### Task requirements
A faithful, complete copy of the entries below is required, with images removed.

### Provided data
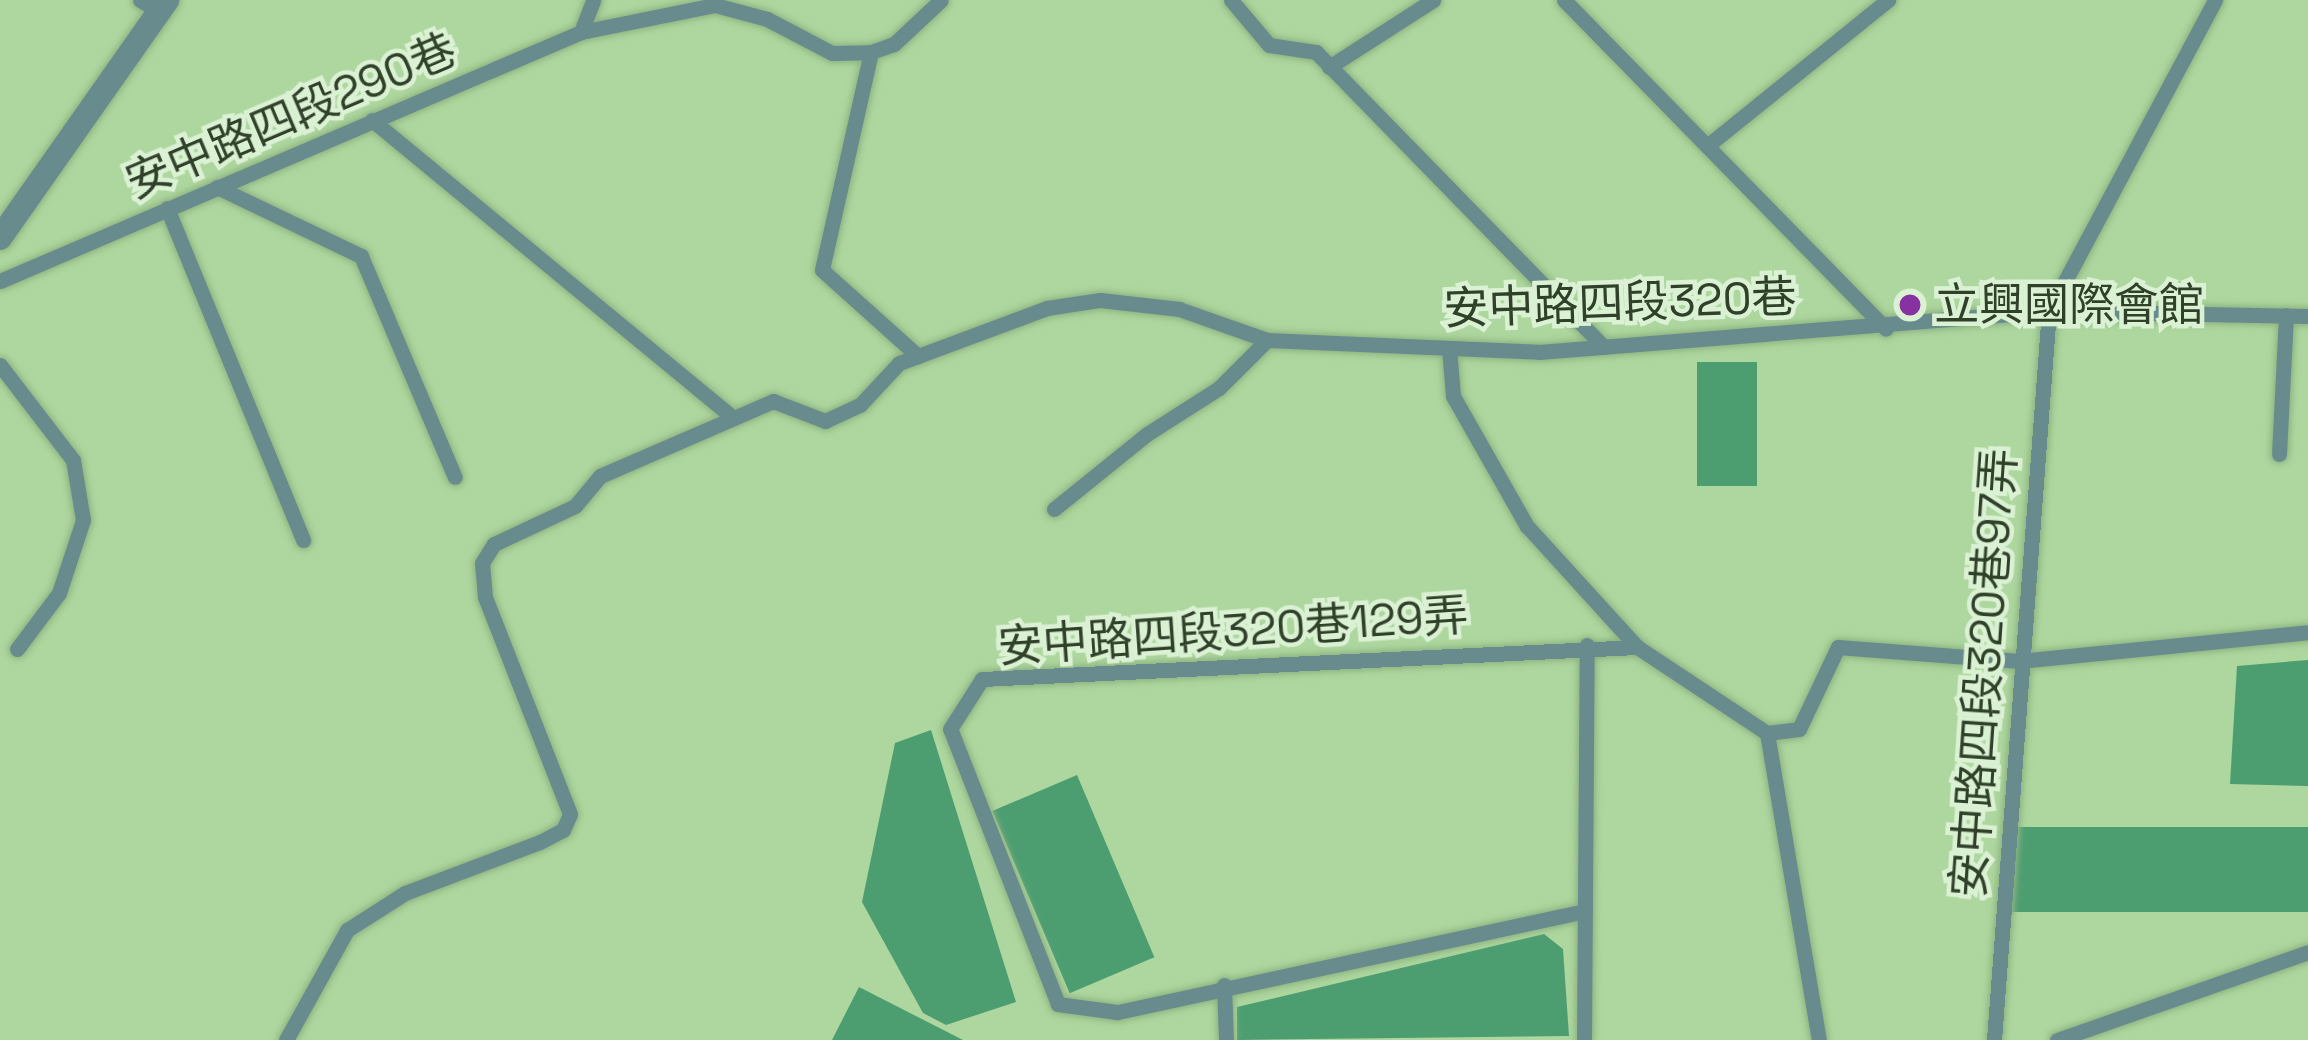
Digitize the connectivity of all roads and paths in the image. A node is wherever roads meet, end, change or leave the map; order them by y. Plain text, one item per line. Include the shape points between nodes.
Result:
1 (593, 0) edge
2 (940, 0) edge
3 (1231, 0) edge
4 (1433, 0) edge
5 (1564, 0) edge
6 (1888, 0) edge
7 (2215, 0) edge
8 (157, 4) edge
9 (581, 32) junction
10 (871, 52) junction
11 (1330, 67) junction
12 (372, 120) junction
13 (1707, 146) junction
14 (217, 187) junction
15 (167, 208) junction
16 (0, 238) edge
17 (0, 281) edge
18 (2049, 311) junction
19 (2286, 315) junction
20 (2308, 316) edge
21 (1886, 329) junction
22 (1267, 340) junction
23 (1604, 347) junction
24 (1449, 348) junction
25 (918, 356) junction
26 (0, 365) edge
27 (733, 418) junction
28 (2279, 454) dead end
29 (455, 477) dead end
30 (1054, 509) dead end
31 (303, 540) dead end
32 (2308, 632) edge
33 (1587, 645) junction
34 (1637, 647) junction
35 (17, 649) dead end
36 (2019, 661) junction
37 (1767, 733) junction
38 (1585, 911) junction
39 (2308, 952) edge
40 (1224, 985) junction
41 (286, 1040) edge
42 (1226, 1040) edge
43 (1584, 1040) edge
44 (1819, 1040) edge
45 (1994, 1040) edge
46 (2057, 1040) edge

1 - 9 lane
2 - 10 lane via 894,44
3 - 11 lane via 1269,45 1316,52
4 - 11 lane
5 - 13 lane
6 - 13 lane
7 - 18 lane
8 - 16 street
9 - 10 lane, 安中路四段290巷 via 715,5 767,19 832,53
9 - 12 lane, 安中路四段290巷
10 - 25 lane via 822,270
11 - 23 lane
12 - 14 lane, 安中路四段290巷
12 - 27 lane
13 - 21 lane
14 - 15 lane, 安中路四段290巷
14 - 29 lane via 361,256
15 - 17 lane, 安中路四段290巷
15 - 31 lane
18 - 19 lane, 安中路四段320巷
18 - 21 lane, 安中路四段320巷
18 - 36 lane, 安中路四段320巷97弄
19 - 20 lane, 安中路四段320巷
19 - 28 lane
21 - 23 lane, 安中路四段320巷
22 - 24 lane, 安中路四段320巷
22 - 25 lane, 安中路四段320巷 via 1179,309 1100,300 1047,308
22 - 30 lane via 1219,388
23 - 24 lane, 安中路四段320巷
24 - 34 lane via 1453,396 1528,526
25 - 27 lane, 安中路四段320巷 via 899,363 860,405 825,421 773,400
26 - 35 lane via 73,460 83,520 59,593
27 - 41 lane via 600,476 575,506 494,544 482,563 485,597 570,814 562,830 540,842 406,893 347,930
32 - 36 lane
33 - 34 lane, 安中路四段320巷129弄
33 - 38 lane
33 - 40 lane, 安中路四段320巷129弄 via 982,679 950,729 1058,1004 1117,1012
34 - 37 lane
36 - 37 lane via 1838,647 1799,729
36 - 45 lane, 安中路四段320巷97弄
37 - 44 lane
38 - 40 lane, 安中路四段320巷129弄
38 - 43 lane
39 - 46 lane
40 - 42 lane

### Exercise answer
Digitize the connectivity of all roads and paths in the image. A node is wherever roads meet, end, change or leave the map; order them by y. Plain text, one item per line. Include the shape points between nodes.
Result:
1 (593, 0) edge
2 (940, 0) edge
3 (1231, 0) edge
4 (1433, 0) edge
5 (1564, 0) edge
6 (1888, 0) edge
7 (2215, 0) edge
8 (157, 4) edge
9 (581, 32) junction
10 (871, 52) junction
11 (1330, 67) junction
12 (372, 120) junction
13 (1707, 146) junction
14 (217, 187) junction
15 (167, 208) junction
16 (0, 238) edge
17 (0, 281) edge
18 (2049, 311) junction
19 (2286, 315) junction
20 (2308, 316) edge
21 (1886, 329) junction
22 (1267, 340) junction
23 (1604, 347) junction
24 (1449, 348) junction
25 (918, 356) junction
26 (0, 365) edge
27 (733, 418) junction
28 (2279, 454) dead end
29 (455, 477) dead end
30 (1054, 509) dead end
31 (303, 540) dead end
32 (2308, 632) edge
33 (1587, 645) junction
34 (1637, 647) junction
35 (17, 649) dead end
36 (2019, 661) junction
37 (1767, 733) junction
38 (1585, 911) junction
39 (2308, 952) edge
40 (1224, 985) junction
41 (286, 1040) edge
42 (1226, 1040) edge
43 (1584, 1040) edge
44 (1819, 1040) edge
45 (1994, 1040) edge
46 (2057, 1040) edge

1 - 9 lane
2 - 10 lane via 894,44
3 - 11 lane via 1269,45 1316,52
4 - 11 lane
5 - 13 lane
6 - 13 lane
7 - 18 lane
8 - 16 street
9 - 10 lane, 安中路四段290巷 via 715,5 767,19 832,53
9 - 12 lane, 安中路四段290巷
10 - 25 lane via 822,270
11 - 23 lane
12 - 14 lane, 安中路四段290巷
12 - 27 lane
13 - 21 lane
14 - 15 lane, 安中路四段290巷
14 - 29 lane via 361,256
15 - 17 lane, 安中路四段290巷
15 - 31 lane
18 - 19 lane, 安中路四段320巷
18 - 21 lane, 安中路四段320巷
18 - 36 lane, 安中路四段320巷97弄
19 - 20 lane, 安中路四段320巷
19 - 28 lane
21 - 23 lane, 安中路四段320巷
22 - 24 lane, 安中路四段320巷
22 - 25 lane, 安中路四段320巷 via 1179,309 1100,300 1047,308
22 - 30 lane via 1219,388
23 - 24 lane, 安中路四段320巷
24 - 34 lane via 1453,396 1528,526
25 - 27 lane, 安中路四段320巷 via 899,363 860,405 825,421 773,400
26 - 35 lane via 73,460 83,520 59,593
27 - 41 lane via 600,476 575,506 494,544 482,563 485,597 570,814 562,830 540,842 406,893 347,930
32 - 36 lane
33 - 34 lane, 安中路四段320巷129弄
33 - 38 lane
33 - 40 lane, 安中路四段320巷129弄 via 982,679 950,729 1058,1004 1117,1012
34 - 37 lane
36 - 37 lane via 1838,647 1799,729
36 - 45 lane, 安中路四段320巷97弄
37 - 44 lane
38 - 40 lane, 安中路四段320巷129弄
38 - 43 lane
39 - 46 lane
40 - 42 lane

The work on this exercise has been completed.